**Stored items:**

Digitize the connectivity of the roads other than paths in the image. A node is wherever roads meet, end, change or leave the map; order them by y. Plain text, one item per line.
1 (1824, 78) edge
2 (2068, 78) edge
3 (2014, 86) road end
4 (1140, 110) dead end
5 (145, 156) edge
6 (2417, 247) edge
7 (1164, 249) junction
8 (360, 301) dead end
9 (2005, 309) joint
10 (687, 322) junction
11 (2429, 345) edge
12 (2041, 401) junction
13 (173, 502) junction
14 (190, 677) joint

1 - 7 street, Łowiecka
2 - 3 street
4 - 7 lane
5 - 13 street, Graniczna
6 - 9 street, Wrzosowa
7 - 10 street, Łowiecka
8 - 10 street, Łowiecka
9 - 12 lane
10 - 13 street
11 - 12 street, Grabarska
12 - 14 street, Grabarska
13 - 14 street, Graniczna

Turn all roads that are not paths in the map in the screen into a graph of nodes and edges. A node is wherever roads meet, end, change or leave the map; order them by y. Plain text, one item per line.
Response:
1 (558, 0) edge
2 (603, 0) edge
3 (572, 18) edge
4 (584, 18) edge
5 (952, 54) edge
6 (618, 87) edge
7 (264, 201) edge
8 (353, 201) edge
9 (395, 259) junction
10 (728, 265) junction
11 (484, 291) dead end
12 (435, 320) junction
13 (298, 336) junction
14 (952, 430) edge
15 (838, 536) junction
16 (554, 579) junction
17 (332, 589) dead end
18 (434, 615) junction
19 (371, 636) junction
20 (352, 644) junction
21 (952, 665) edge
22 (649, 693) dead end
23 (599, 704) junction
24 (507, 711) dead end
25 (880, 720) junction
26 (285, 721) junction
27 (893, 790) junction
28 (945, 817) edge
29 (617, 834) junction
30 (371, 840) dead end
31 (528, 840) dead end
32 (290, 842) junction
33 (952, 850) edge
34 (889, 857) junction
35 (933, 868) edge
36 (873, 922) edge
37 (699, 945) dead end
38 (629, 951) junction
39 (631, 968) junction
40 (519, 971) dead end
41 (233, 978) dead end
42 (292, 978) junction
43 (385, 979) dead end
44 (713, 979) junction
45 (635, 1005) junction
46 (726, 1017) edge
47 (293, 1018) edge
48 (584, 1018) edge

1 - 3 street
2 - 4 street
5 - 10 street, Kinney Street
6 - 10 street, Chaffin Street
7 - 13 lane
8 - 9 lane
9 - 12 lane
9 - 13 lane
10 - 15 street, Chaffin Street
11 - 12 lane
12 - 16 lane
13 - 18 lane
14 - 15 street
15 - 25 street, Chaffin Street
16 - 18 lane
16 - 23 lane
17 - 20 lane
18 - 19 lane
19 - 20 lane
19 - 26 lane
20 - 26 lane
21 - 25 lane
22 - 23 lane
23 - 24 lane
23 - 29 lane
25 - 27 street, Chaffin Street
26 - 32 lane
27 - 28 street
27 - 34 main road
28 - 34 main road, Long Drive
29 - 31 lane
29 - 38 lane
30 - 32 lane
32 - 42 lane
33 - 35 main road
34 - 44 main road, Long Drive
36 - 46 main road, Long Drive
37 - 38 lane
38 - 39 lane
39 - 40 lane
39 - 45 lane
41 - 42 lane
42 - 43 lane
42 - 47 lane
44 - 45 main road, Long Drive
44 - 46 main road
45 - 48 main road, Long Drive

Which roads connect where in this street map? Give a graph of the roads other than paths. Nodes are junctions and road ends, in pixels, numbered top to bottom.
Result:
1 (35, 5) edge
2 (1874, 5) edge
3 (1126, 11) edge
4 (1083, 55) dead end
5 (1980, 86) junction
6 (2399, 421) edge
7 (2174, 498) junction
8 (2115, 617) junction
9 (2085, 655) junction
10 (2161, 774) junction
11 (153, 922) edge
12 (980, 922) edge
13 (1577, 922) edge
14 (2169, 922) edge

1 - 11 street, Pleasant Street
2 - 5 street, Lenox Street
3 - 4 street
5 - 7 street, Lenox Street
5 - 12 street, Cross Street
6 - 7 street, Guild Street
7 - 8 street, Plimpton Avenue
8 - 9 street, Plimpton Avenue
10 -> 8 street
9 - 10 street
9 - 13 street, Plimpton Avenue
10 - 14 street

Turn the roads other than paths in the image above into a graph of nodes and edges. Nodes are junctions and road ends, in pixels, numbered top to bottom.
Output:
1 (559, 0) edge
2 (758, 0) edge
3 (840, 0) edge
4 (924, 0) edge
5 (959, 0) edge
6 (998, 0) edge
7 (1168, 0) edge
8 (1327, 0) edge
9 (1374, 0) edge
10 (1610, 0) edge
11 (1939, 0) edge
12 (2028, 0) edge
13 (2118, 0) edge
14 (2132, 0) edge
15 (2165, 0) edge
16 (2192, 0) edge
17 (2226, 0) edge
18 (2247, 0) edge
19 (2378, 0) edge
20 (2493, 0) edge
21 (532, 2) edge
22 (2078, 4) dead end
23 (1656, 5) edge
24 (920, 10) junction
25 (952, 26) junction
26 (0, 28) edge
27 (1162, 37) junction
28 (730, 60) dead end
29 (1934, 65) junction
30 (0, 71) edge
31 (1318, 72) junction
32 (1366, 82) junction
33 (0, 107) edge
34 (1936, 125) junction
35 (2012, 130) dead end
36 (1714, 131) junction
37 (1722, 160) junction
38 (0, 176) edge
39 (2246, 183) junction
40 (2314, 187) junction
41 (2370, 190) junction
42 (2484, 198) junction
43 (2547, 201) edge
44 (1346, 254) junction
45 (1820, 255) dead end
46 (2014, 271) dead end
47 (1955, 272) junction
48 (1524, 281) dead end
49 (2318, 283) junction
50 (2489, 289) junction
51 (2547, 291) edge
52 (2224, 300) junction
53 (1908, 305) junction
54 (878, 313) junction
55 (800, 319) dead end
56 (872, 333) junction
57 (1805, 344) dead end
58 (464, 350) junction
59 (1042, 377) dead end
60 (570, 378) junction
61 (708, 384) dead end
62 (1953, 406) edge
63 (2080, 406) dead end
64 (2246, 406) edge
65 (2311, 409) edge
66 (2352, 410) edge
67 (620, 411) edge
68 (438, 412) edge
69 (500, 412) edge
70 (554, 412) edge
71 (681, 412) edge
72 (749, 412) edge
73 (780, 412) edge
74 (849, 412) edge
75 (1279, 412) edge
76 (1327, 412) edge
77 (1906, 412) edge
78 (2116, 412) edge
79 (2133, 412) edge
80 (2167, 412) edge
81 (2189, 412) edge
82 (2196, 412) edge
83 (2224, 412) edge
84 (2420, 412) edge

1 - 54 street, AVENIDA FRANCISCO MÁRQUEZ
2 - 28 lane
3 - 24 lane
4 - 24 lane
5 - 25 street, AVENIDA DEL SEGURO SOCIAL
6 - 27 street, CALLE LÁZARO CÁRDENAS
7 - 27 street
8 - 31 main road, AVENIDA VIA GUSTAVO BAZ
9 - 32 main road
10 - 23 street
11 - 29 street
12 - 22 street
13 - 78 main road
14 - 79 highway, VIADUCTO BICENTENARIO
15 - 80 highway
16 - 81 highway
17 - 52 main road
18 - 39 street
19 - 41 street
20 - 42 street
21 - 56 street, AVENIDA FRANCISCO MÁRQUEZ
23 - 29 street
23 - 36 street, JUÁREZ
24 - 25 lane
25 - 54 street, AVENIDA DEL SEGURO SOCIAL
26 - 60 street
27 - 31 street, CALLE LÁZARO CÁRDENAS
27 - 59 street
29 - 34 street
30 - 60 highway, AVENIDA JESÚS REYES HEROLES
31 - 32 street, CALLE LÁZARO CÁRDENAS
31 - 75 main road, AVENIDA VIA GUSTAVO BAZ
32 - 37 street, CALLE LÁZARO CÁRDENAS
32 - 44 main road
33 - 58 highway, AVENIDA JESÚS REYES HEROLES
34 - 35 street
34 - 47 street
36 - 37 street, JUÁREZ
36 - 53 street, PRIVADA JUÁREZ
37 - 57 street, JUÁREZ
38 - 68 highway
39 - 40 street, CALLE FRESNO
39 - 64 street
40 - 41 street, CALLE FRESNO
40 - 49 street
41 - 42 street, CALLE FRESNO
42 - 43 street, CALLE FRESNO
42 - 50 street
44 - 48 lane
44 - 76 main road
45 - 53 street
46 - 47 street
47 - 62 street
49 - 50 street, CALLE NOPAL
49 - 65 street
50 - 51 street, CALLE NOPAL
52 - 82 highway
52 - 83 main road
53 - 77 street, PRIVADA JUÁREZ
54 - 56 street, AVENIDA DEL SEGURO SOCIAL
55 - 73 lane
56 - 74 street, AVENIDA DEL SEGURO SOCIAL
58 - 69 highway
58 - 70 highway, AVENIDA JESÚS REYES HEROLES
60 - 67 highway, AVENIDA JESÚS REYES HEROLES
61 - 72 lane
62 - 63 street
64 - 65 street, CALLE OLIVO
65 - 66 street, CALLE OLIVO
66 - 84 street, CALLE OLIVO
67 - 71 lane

**TASK INSTRUCTIONS:**
Please give the number of lines above that hold the word "ends", and only that number.

**ANSWER BOX:**
2